Build local opposition strongholds:
Across these efforts, I’d hope to contribute to creating opposition power and identity in cities & states that can not only protect people within them, but also ultimately be a part of stopping or reversing national crises. Although I generally believe that America’s federal system, in normal times, thwarts the national solidarity required for lasting social change, it also thwarts many kinds of national policy agendas – often for worse, and sometimes for better. Beyond obstruction, states and cities could exert pressure in the other direction. Scholars Erica Chenoweth and Zoe Marks, writing in October 2022, noted this:
Across the global historical record of anti-fascist resistance and authoritarian collapse, there are no direct parallels to the deep federal tradition of US democracy.
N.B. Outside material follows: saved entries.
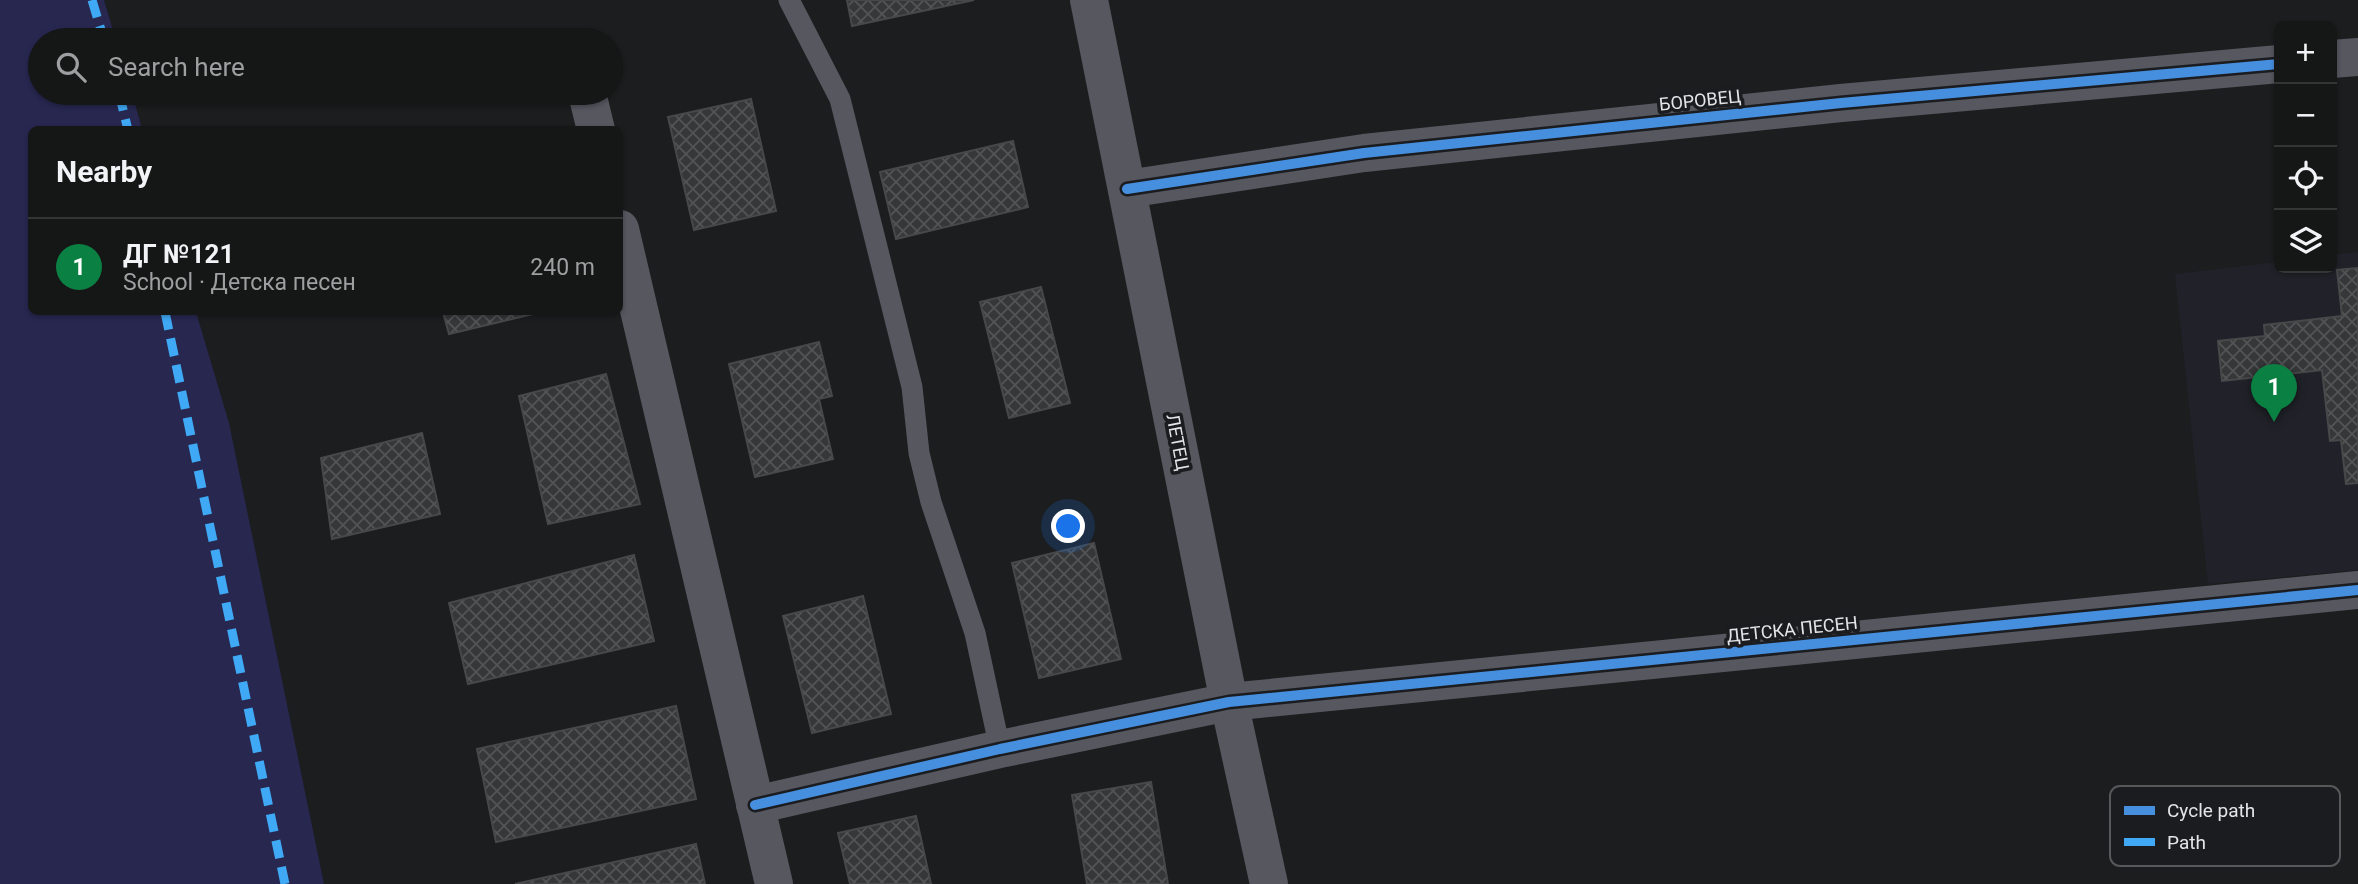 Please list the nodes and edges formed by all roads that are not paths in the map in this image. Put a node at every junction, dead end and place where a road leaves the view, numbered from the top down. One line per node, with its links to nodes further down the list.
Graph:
1 (789, 0): 12 (lane)
2 (1088, 0): 8 (street, ЛЕТЕЦ)
3 (2358, 57): 4 (street)
4 (2337, 59)
5 (2274, 64): 8 (street, БОРОВЕЦ)
6 (590, 105): 7 (street)
7 (595, 126)
8 (1127, 189): 11 (street, ЛЕТЕЦ)
9 (623, 242): 13 (street)
10 (2358, 590): 11 (street, ДЕТСКА ПЕСЕН)
11 (1229, 702): 12 (street, ДЕТСКА ПЕСЕН); 15 (street, ЛЕТЕЦ)
12 (1000, 749): 13 (street, ДЕТСКА ПЕСЕН)
13 (755, 806): 14 (street)
14 (774, 884)
15 (1269, 884) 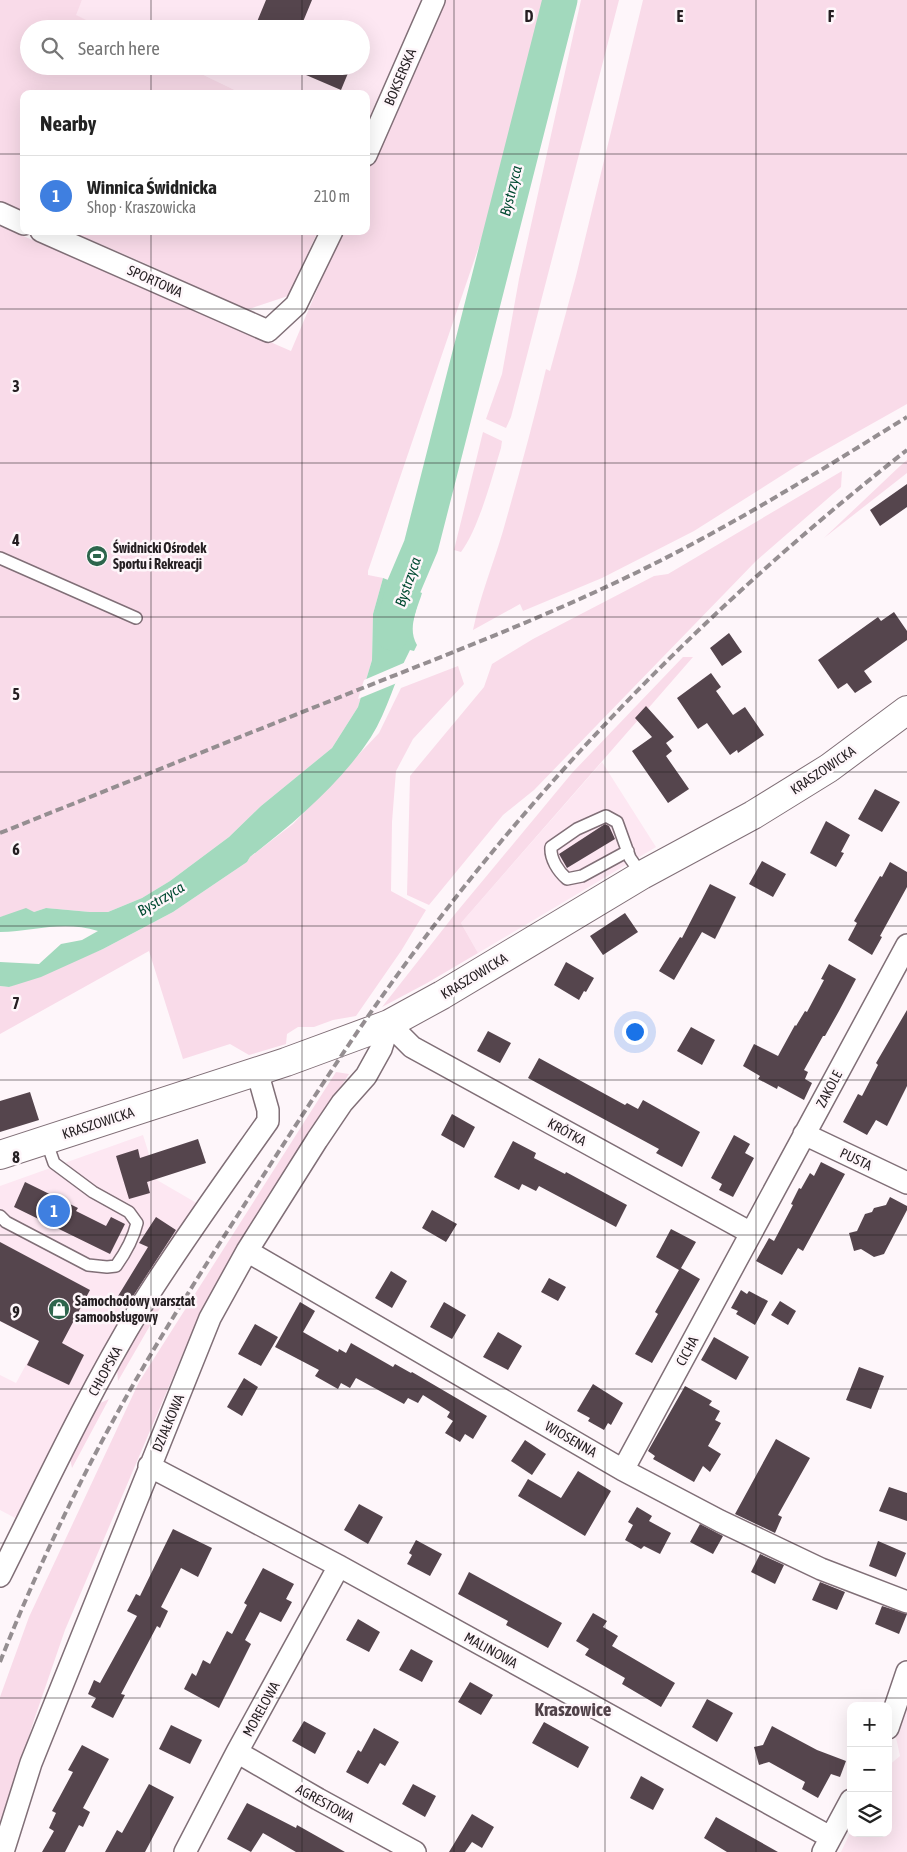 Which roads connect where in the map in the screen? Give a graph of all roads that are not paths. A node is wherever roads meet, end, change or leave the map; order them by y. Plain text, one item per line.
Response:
1 (434, 0) edge
2 (370, 146) edge
3 (0, 213) edge
4 (20, 222) edge
5 (50, 235) edge
6 (330, 235) edge
7 (0, 558) edge
8 (136, 618) dead end
9 (907, 710) edge
10 (628, 851) junction
11 (642, 875) junction
12 (907, 945) edge
13 (389, 1024) junction
14 (257, 1071) junction
15 (804, 1134) junction
16 (46, 1140) junction
17 (0, 1154) edge
18 (907, 1183) edge
19 (0, 1216) edge
20 (751, 1232) junction
21 (248, 1251) junction
22 (149, 1466) junction
23 (623, 1470) junction
24 (339, 1566) junction
25 (0, 1576) edge
26 (907, 1602) edge
27 (907, 1672) edge
28 (892, 1716) edge
29 (237, 1752) junction
30 (847, 1807) edge
31 (826, 1845) edge
32 (3, 1852) edge
33 (185, 1852) edge
34 (415, 1852) edge

1 - 2 street, BOKSERSKA
3 - 4 street
5 - 6 street, SPORTOWA
7 - 8 lane
9 - 11 street, KRASZOWICKA
10 - 10 lane
10 - 11 lane
11 - 13 street, KRASZOWICKA
12 - 15 street, ZAKOLE
13 - 14 street, KRASZOWICKA
13 - 20 street, KRÓTKA
13 - 21 street, DZIAŁKOWA
14 - 16 street, KRASZOWICKA
14 - 25 street, CHŁOPSKA
15 - 18 street, PUSTA
15 - 20 street, ZAKOLE
16 - 17 street, KRASZOWICKA
16 - 19 lane
20 - 23 street, CICHA
21 - 22 street, DZIAŁKOWA
21 - 23 street, WIOSENNA
22 - 24 street, MALINOWA
22 - 32 street, DZIAŁKOWA
23 - 26 street, WIOSENNA
24 - 29 street, MORELOWA
24 - 31 street, MALINOWA
27 - 28 street
29 - 33 street, MORELOWA
29 - 34 street, AGRESTOWA
30 - 31 street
Its longstanding, decentralized and multilevel institutional form poses unique challenges for building a well-coordinated pro- democracy movement. But it may also mitigate against the consolidation of fascist or authoritarian power in the short term. Several of the wealthiest and most populous states, like New York and California, which are lynchpins in the national and global economy, have been in the firm control of center-left Democrats and seem less likely to acquiesce to an authoritarian regime overnight. At the same time, centrists have succeeded at the executive level in states not traditionally controlled by their party (such as Gov. Andy Beshear in KY, Charlie Baker in MA, and Larry Hogan in MD), suggesting potential bridge-builders or “first responders”...
…In the context of a widespread anti-authoritarian resistance movement, it will be crucial to pull these strategic structural levers – blue cities and big states – to maintain and expand spheres of influence or control, while also attending to the communities most affected by democratic unravelling in authoritarian strongholds.
Whether governors and mayors in these places will decide to bring their governing power into conflict against this regime – which Republican states and Southern ones before them have, ironically, already modeled – will depend on the populations of these places demanding it. Growing visionary politics, embodying noncompliance, and shaming collaborators are all practical parts of building a local culture of what a place stands for and what it stands against. Activating that energy through city and state representatives is the next task, both to reinforce that local identity and to do what we can to help those in other states.
I will try to do these thing with my time, with my words, with my money, with my space, with my body. And I will also do other things – try to be kind to others and myself, try to live a good life – and, to be honest, mostly do that. As individuals, we can never do enough. The goal is to spread the weight out, to pick up what you can, to get stronger, and to pass some on.